How to calculate barcode check-digit using T-SQL language

Editor's note: The following post was written by Data Platform MVP Sergio Govoni as part of our Technical Tuesday series. Mia Chang of the MVP Award Blog Technical Committee served as the technical reviewer for this piece.

In order to scale, it’s imperative that companies stay ahead of competition. So how can they identify, store, manage and deliver goods to customers efficiently? The answer is: Barcode! A barcode is the graphical representation of a sequence of numbers and other symbols. The representation is made by lines (bars) and spaces. A barcode typically consists of five parts - and one of these is the check character, also known as the check digit. Handwriting this is a hard work, and is also susceptible to legibility problems. Barcoding dramatically reduces human error, recognition errors and transcription errors.

This article explores the algorithm needed to calculate the check-digit of an UCC/EAN barcode. It compares two possible implementations of the algorithm to calculate the check character for an EAN13 barcode using T-SQL language for SQL Server.

UCC/EAN standard coding

The UCC/EAN standard coding requires that every (well-formed) code ends with a check-digit that will be used by barcode readers to interpret the code properly. The check-digit is a number between zero and nine and it is calculated according to the other digits in the code.

The calculation algorithm requires that every digit in the code is enumerated from right to left, is shown here.

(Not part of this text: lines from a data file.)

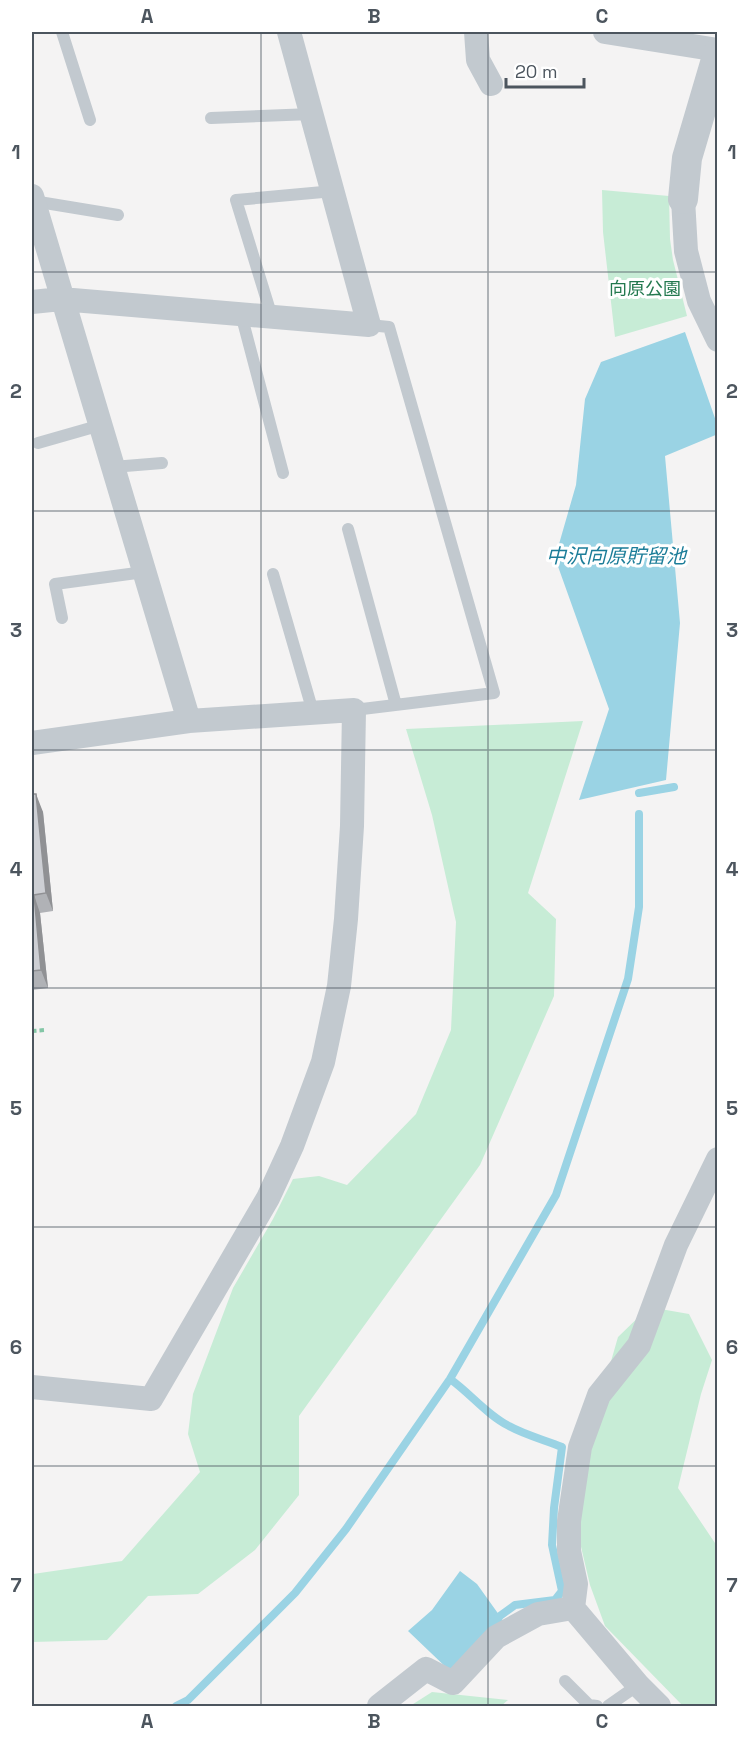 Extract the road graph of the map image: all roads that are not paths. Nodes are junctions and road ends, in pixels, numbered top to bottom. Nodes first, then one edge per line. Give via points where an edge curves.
1 (62, 32) edge
2 (289, 32) edge
3 (477, 32) edge
4 (605, 32) edge
5 (717, 51) edge
6 (491, 84) dead end
7 (312, 114) junction
8 (211, 118) dead end
9 (90, 120) dead end
10 (334, 191) junction
11 (32, 199) edge
12 (683, 199) joint
13 (118, 214) dead end
14 (61, 299) junction
15 (32, 302) edge
16 (241, 314) junction
17 (272, 317) junction
18 (369, 325) junction
19 (717, 340) edge
20 (101, 425) junction
21 (38, 443) dead end
22 (162, 463) dead end
23 (113, 467) junction
24 (283, 473) dead end
25 (348, 529) dead end
26 (144, 572) junction
27 (273, 574) dead end
28 (62, 618) dead end
29 (396, 705) junction
30 (354, 710) junction
31 (313, 712) junction
32 (189, 721) junction
33 (32, 743) edge
34 (717, 1159) edge
35 (32, 1387) edge
36 (573, 1608) junction
37 (565, 1681) dead end
38 (638, 1685) junction
39 (379, 1707) edge
40 (597, 1707) edge
41 (608, 1707) edge
42 (660, 1707) edge

1 - 9 lane
2 - 7 street
3 - 6 street via 478,60
4 - 5 street
5 - 12 street via 687,158
7 - 8 lane
7 - 10 street
10 - 17 lane via 236,200
10 - 18 street
11 - 13 lane
11 - 14 street
12 - 19 street via 686,251 699,301
14 - 15 street
14 - 16 street
14 - 20 street
16 - 17 street
16 - 24 lane
17 - 18 street
18 - 29 lane via 389,327 494,693
20 - 21 lane
20 - 23 street
22 - 23 lane
23 - 26 street
25 - 29 lane
26 - 28 lane via 55,584
26 - 32 street
27 - 31 lane
29 - 30 lane
30 - 31 street
30 - 35 street via 352,826 339,986 323,1062 268,1198 152,1399
31 - 32 street
32 - 33 street
34 - 36 street via 676,1245 639,1345 599,1395 580,1447 569,1521 568,1551 576,1584
36 - 38 street
36 - 39 street via 537,1614 496,1637 453,1683 426,1669
37 - 40 lane via 589,1705
38 - 41 lane
38 - 42 street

After you have enumerated each digit of the given code, you need to do the following steps to determine the check character:

1. Add up the digits in the even positions
2. Multiply the result of the previous step by three
3. Add up the digits in the odd positions
4. Add up the results obtained in steps two and three
5. Subtract the upper multiple of 10 from the result obtained in step four. For example, if the result of step four is 47, subtract 50 from 47, so the result is 3.

If the result of the four step is a multiple of ten, the check-digit will be equal to zero. Otherwise the check-digit will be the result of the fifth step.

Let’s implement the algorithm using T-SQL language

Suppose that your boss asked you to implement a T-SQL object, in an SQL Server database, that it is able to calculate the check-digit for a given EAN13 code. How can you translate the standard algorithm to T-SQL code?

One possible solution could be implemented by a user-defined scalar-valued function that receives an EAN13 code as input, and gives out the check-digit calculated for the given code. In reading the algorithm step-by-step, the most natural and obvious solution is implemented by the following T-SQL function.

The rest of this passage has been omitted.